How to complete this task :: Only the lines below from the one containing "wrist: (414, 632)" to the one containing "middle dip: (545, 435)" should be repeated, both included and unchanged.

Supplied data ::

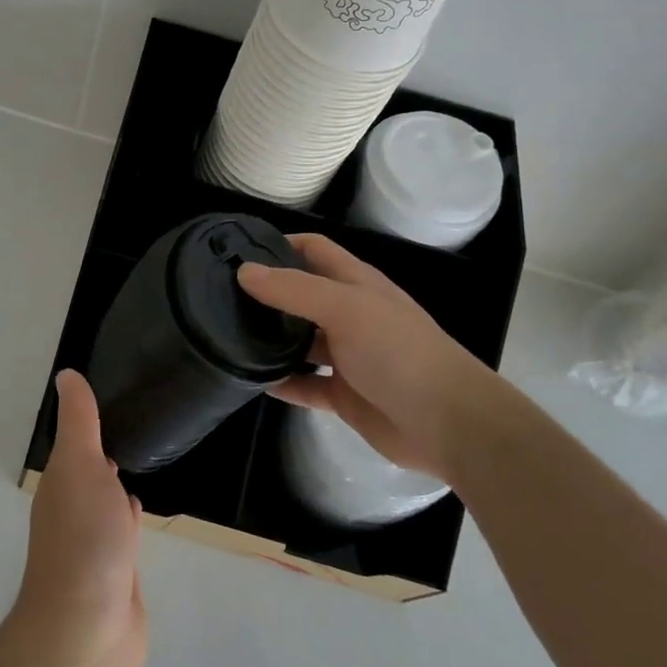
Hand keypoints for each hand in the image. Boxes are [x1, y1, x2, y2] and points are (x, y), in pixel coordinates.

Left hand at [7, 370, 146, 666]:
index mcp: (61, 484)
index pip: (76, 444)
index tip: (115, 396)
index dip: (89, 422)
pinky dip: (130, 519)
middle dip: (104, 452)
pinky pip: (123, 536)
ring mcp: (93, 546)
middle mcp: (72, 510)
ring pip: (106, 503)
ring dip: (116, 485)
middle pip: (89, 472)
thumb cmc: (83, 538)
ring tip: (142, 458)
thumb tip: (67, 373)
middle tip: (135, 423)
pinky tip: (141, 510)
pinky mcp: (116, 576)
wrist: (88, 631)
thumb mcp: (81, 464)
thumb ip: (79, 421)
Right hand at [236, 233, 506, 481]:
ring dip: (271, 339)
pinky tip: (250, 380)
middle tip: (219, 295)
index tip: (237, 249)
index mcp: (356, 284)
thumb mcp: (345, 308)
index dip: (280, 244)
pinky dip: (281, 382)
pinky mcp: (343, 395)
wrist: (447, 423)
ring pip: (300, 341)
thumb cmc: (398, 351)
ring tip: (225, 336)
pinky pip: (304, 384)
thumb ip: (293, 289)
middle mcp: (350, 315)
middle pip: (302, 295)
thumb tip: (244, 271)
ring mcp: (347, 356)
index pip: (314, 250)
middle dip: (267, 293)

* * *

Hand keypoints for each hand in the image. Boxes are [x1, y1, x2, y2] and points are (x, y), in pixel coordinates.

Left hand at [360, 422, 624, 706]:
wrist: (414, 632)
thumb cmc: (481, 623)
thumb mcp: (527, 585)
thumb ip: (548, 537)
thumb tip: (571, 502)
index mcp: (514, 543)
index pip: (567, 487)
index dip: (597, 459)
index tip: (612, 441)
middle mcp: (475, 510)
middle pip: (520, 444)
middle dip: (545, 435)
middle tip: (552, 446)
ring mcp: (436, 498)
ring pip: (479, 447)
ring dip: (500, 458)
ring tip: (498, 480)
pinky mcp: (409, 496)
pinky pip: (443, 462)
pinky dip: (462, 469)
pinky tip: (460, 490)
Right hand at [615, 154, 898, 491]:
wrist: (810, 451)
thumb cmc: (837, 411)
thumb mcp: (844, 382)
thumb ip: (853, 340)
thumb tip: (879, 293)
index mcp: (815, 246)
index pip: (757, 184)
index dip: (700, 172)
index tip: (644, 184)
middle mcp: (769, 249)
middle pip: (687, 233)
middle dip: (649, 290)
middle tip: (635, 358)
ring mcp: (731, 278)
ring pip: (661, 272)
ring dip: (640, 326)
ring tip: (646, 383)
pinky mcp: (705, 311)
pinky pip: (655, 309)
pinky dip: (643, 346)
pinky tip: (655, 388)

Task response ::
wrist: (414, 632)
thumb cmc: (481, 623)
thumb mcp: (527, 585)
thumb ip: (548, 537)
thumb tip: (571, 502)
index mcp: (514, 543)
index pip: (567, 487)
index dip: (597, 459)
index tip: (612, 441)
middle mcp: (475, 510)
middle pip: (520, 444)
middle dip: (545, 435)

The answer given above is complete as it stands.